Opinion
# 2019-054-001 Claim No. 123537
01-09-2019
DAVID BROWN v. THE STATE OF NEW YORK
DAVID BROWN Pro Se HON. LETITIA JAMES Attorney General for the State of New York By: Jeane Strickland Smith, Assistant Attorney General
Synopsis
Res ipsa loquitur is applicable to this case and an inference of negligence to be drawn against the State. State 100% liabile.
Case information
UID: | 2019-054-001 |
Claimant(s): | DAVID BROWN |
Claimant short name: | BROWN |
Footnote (claimant name) : | |
Defendant(s): | THE STATE OF NEW YORK |
Footnote (defendant name) : | |
Third-party claimant(s): | |
Third-party defendant(s): | |
Claim number(s): | 123537 |
Motion number(s): | |
Cross-motion number(s): | |
Judge: | WALTER RIVERA |
Claimant's attorney: | DAVID BROWN Pro Se |
Defendant's attorney: | HON. LETITIA JAMES Attorney General for the State of New York By: Jeane Strickland Smith, Assistant Attorney General |
Third-party defendant's attorney: | |
Signature date: | January 9, 2019 |
City: | White Plains |
Comments: | |
Official citation: | |
Appellate results: | |
See also (multicaptioned case) |
Decision
This claim arises out of an incident that occurred during claimant's incarceration at Green Haven Correctional Facility (Green Haven) on March 11, 2013. The trial of this matter was unified and heard on January 7, 2019.
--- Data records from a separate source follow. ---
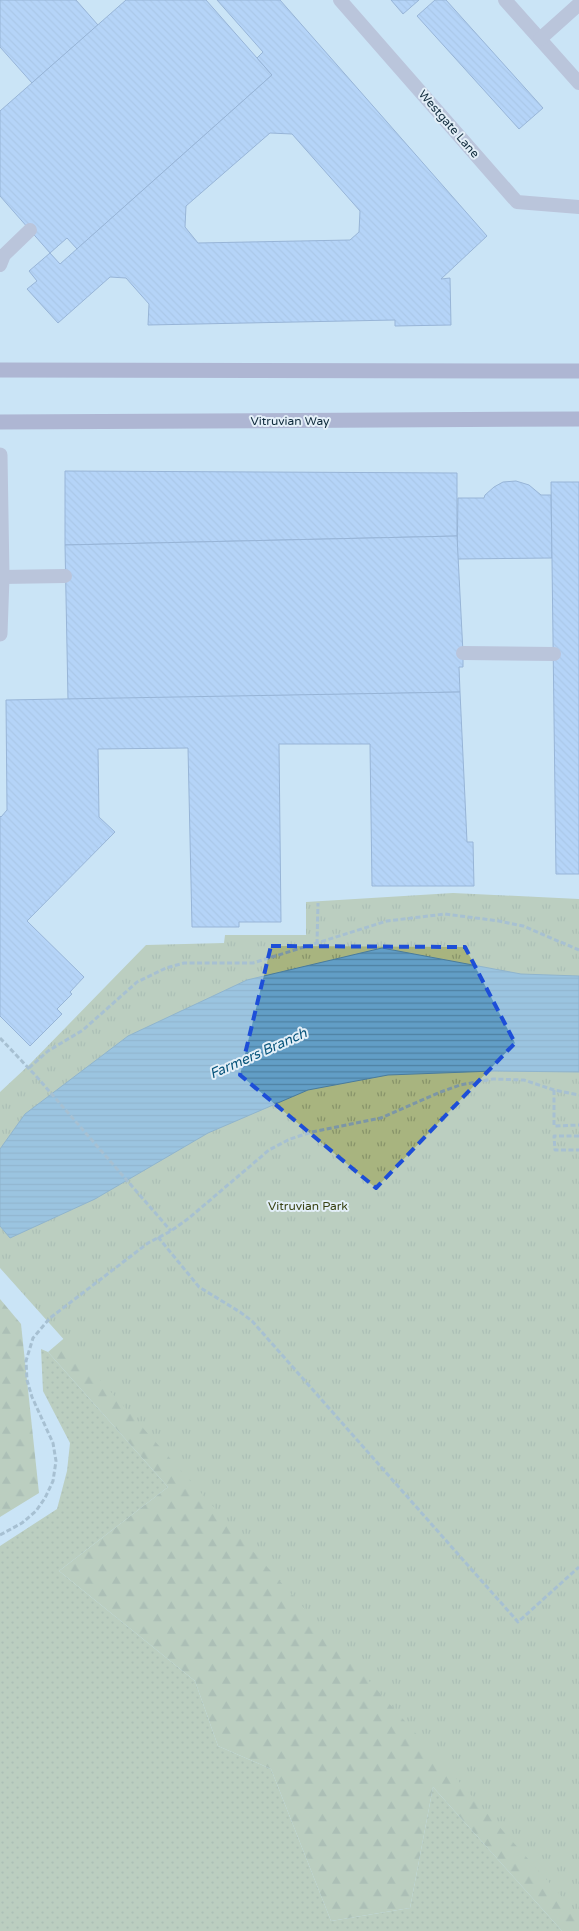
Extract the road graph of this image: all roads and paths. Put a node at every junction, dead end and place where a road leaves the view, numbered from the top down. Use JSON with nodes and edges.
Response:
{"nodes":[{"id":1,"x":340,"y":0,"type":"edge"},
{"id":2,"x":505,"y":0,"type":"edge"},
{"id":3,"x":579,"y":4,"type":"edge"},
{"id":4,"x":540,"y":39,"type":"junction"},
{"id":5,"x":579,"y":84,"type":"edge"},
{"id":6,"x":579,"y":206,"type":"edge"},
{"id":7,"x":30,"y":230,"type":"dead end"},
{"id":8,"x":0,"y":265,"type":"edge"},
{"id":9,"x":0,"y":369,"type":"edge"},
{"id":10,"x":579,"y":371,"type":"edge"},
{"id":11,"x":0,"y":378,"type":"edge"},
{"id":12,"x":579,"y":420,"type":"edge"},
{"id":13,"x":0,"y":422,"type":"edge"},
{"id":14,"x":0,"y":455,"type":"edge"},
{"id":15,"x":65,"y":576,"type":"dead end"},
{"id":16,"x":2,"y":577,"type":"junction"},
{"id":17,"x":0,"y":634,"type":"edge"},
{"id":18,"x":463,"y":653,"type":"dead end"},
{"id":19,"x":554,"y":654,"type":"dead end"},
{"id":20,"x":318,"y":903,"type":"dead end"},
{"id":21,"x":317,"y":944,"type":"junction"},
{"id":22,"x":579,"y":950,"type":"edge"},
{"id":23,"x":0,"y":1038,"type":"edge"},
{"id":24,"x":29,"y":1068,"type":"junction"},
{"id":25,"x":554,"y":1090,"type":"junction"},
{"id":26,"x":579,"y":1095,"type":"edge"},
{"id":27,"x":579,"y":1125,"type":"edge"},
{"id":28,"x":579,"y":1136,"type":"edge"},
{"id":29,"x":579,"y":1150,"type":"edge"},
{"id":30,"x":171,"y":1231,"type":"junction"},
{"id":31,"x":158,"y":1237,"type":"junction"},
{"id":32,"x":0,"y":1536,"type":"edge"},
{"id":33,"x":579,"y":1567,"type":"edge"}],
"edges":[{"from":1,"to":6,"type":"lane","name":"Westgate Lane"},
{"from":2,"to":4,"type":"lane"},
{"from":3,"to":4,"type":"lane"},
{"from":4,"to":5,"type":"lane"},
{"from":7,"to":8,"type":"lane"},
{"from":9,"to":10,"type":"main road"},
{"from":9,"to":11,"type":"main road"},
{"from":12,"to":13,"type":"main road","name":"Vitruvian Way"},
{"from":14,"to":16,"type":"street"},
{"from":15,"to":16,"type":"lane"},
{"from":16,"to":17,"type":"street"},
{"from":18,"to":19,"type":"lane"},
{"from":20,"to":21,"type":"path"},
{"from":21,"to":22,"type":"path"},
{"from":21,"to":24,"type":"path"},
{"from":23,"to":24,"type":"path"},
{"from":24,"to":30,"type":"path"},
{"from":25,"to":26,"type":"path"},
{"from":25,"to":27,"type":"path"},
{"from":25,"to":30,"type":"path"},
{"from":28,"to":29,"type":"path"},
{"from":30,"to":31,"type":"path"},
{"from":31,"to":32,"type":"path"},
{"from":31,"to":33,"type":"path"}]}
The uncontroverted evidence at trial established that on March 11, 2013, while claimant was participating in a program in the Inter-Faith room at Green Haven, a wall-mounted heater fell from the wall and struck claimant on his head. The area supervisor was notified. Claimant was escorted to the medical clinic and an investigation was conducted.
Claimant testified at trial and photographs of claimant and the heater were received into evidence (Ex. A), along with claimant's medical records from March 11, 2013 through April 22, 2013 (Exs. 3, 7); an Inmate Injury Report (Ex. 1), claimant's Inmate Grievance Complaint and the Investigation Report of claimant's complaint (Exs. 4, 6). The photograph of the top of claimant's head taken on March 11, 2013 depicts a barely noticeable cut (Ex. A, p 1).
Within the investigative report, the Maintenance Supervisor noted that the heater had fallen off the wall and it "appeared as if the bolts and nuts were rusty, but it should not have just fallen without any contact being made" (Ex. 4, p 4).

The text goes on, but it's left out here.